------ LISTED ENTRIES ------
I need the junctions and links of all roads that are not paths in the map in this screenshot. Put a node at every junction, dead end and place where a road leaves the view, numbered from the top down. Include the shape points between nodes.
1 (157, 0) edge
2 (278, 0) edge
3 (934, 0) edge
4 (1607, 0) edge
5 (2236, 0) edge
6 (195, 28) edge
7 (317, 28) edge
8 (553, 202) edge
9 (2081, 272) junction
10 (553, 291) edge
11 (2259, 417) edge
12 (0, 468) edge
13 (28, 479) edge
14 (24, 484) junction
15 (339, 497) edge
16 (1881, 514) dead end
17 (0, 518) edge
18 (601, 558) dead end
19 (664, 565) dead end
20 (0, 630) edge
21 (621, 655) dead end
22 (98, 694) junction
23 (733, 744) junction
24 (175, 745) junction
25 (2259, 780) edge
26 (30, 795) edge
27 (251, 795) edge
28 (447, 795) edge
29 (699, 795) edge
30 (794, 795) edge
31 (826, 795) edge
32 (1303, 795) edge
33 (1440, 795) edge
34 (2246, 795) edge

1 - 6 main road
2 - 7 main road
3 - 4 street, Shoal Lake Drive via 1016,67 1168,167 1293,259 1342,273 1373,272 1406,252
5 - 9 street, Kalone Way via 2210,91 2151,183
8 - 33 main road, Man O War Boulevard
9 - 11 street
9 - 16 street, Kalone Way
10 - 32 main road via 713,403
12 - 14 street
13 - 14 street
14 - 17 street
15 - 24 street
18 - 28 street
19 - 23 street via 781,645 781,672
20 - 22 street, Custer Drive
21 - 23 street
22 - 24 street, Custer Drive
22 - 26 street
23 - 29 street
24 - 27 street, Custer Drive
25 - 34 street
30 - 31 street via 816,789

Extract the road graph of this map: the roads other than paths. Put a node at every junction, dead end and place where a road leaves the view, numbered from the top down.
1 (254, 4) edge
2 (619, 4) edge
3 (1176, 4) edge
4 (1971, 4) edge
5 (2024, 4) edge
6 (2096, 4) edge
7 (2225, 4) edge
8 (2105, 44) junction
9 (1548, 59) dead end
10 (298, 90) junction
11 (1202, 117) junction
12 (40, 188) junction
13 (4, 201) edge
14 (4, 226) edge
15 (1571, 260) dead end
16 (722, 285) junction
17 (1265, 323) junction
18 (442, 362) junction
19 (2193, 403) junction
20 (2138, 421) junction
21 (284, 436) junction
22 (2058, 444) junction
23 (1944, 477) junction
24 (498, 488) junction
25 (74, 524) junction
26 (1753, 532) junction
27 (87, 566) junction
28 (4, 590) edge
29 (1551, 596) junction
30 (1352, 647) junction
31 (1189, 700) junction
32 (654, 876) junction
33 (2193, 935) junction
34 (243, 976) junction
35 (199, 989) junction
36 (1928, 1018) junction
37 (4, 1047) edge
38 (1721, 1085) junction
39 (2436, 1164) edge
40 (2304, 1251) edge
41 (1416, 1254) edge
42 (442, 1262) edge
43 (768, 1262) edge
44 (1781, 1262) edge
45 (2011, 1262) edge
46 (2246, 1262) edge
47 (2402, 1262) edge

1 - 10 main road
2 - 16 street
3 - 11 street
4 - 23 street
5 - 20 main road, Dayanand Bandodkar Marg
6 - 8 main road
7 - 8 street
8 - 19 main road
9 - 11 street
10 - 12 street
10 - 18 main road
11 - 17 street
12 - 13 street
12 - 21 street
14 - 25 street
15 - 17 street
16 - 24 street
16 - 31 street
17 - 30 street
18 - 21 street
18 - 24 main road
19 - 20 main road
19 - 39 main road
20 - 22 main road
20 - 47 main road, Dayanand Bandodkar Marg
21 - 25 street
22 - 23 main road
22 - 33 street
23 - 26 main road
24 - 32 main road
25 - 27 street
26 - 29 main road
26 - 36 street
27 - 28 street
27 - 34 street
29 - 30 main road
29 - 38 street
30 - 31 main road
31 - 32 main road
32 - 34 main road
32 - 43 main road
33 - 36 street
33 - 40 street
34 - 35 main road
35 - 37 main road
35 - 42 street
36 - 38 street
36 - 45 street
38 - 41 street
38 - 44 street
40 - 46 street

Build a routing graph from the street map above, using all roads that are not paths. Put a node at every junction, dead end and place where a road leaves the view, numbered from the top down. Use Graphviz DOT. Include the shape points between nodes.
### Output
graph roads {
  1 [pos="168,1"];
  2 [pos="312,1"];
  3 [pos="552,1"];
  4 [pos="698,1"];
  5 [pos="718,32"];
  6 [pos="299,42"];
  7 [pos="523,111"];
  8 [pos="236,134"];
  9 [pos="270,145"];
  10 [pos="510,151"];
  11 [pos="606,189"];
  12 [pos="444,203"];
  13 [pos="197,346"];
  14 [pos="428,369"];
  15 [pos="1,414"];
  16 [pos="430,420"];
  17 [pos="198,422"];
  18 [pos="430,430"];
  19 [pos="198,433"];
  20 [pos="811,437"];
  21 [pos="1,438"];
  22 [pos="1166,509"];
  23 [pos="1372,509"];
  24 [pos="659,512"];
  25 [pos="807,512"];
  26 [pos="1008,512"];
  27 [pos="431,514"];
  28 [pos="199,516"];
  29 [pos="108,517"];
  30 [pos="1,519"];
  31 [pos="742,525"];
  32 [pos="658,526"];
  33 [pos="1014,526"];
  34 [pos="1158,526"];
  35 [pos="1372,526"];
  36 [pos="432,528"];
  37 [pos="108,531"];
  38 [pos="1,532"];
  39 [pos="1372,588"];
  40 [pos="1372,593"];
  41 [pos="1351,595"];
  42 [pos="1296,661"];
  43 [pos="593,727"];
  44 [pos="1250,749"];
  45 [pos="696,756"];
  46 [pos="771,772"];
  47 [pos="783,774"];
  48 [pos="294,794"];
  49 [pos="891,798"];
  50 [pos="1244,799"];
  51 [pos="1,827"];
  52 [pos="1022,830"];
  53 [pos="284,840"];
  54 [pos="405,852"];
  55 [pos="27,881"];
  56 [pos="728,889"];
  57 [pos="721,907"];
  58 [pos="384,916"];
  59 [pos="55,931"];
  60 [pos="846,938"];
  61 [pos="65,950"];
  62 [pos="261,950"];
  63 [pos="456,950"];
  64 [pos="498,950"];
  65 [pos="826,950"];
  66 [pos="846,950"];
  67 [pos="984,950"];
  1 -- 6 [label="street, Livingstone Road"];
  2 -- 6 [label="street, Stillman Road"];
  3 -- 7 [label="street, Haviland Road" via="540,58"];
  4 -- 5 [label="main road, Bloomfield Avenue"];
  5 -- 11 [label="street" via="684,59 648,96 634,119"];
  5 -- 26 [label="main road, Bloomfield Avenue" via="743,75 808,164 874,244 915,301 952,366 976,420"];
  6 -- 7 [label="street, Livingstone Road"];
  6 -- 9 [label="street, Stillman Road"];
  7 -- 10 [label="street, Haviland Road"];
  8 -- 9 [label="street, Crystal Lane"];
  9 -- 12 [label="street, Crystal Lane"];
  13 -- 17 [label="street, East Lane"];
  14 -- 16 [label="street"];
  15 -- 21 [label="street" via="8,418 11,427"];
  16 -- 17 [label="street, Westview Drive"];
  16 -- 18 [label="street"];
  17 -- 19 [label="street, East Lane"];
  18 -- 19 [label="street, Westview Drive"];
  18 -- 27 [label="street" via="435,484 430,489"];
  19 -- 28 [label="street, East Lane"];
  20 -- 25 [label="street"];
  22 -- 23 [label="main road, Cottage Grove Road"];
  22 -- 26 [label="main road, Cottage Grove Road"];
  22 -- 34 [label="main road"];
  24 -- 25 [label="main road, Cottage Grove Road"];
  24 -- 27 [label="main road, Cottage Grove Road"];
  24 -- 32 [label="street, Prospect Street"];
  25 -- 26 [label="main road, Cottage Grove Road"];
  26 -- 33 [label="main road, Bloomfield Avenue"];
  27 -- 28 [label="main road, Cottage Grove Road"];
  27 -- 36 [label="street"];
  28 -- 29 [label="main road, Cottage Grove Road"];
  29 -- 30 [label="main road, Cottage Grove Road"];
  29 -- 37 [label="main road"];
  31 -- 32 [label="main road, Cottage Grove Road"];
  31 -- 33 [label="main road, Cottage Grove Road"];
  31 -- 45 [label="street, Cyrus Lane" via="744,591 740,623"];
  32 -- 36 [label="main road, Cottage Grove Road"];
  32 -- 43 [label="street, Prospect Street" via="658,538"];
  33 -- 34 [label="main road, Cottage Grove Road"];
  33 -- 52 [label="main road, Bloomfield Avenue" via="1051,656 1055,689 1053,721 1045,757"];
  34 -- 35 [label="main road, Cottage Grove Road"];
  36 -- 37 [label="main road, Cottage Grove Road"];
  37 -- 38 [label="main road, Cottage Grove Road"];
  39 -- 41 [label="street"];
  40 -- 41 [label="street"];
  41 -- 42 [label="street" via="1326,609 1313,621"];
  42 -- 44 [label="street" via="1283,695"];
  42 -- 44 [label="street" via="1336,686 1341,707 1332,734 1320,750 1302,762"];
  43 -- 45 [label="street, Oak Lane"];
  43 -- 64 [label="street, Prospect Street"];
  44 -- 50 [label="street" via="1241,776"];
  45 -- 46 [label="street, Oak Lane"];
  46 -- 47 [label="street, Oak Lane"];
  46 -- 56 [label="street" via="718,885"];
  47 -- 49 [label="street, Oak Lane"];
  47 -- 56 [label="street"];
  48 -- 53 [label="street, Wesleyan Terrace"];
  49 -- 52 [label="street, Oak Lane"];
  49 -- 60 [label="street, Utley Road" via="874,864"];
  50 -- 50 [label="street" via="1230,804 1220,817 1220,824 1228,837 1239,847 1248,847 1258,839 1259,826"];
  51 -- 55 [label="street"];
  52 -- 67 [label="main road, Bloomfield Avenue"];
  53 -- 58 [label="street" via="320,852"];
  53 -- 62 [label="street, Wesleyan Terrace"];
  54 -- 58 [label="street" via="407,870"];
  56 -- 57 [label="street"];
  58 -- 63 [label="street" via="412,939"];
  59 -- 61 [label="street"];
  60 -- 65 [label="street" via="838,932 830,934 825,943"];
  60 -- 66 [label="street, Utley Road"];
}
------
Each line above with the word "Kalone" needs to be copied.

■ RESPONSE AREA ■
5 - 9 street, Kalone Way via 2210,91 2151,183
9 - 16 street, Kalone Way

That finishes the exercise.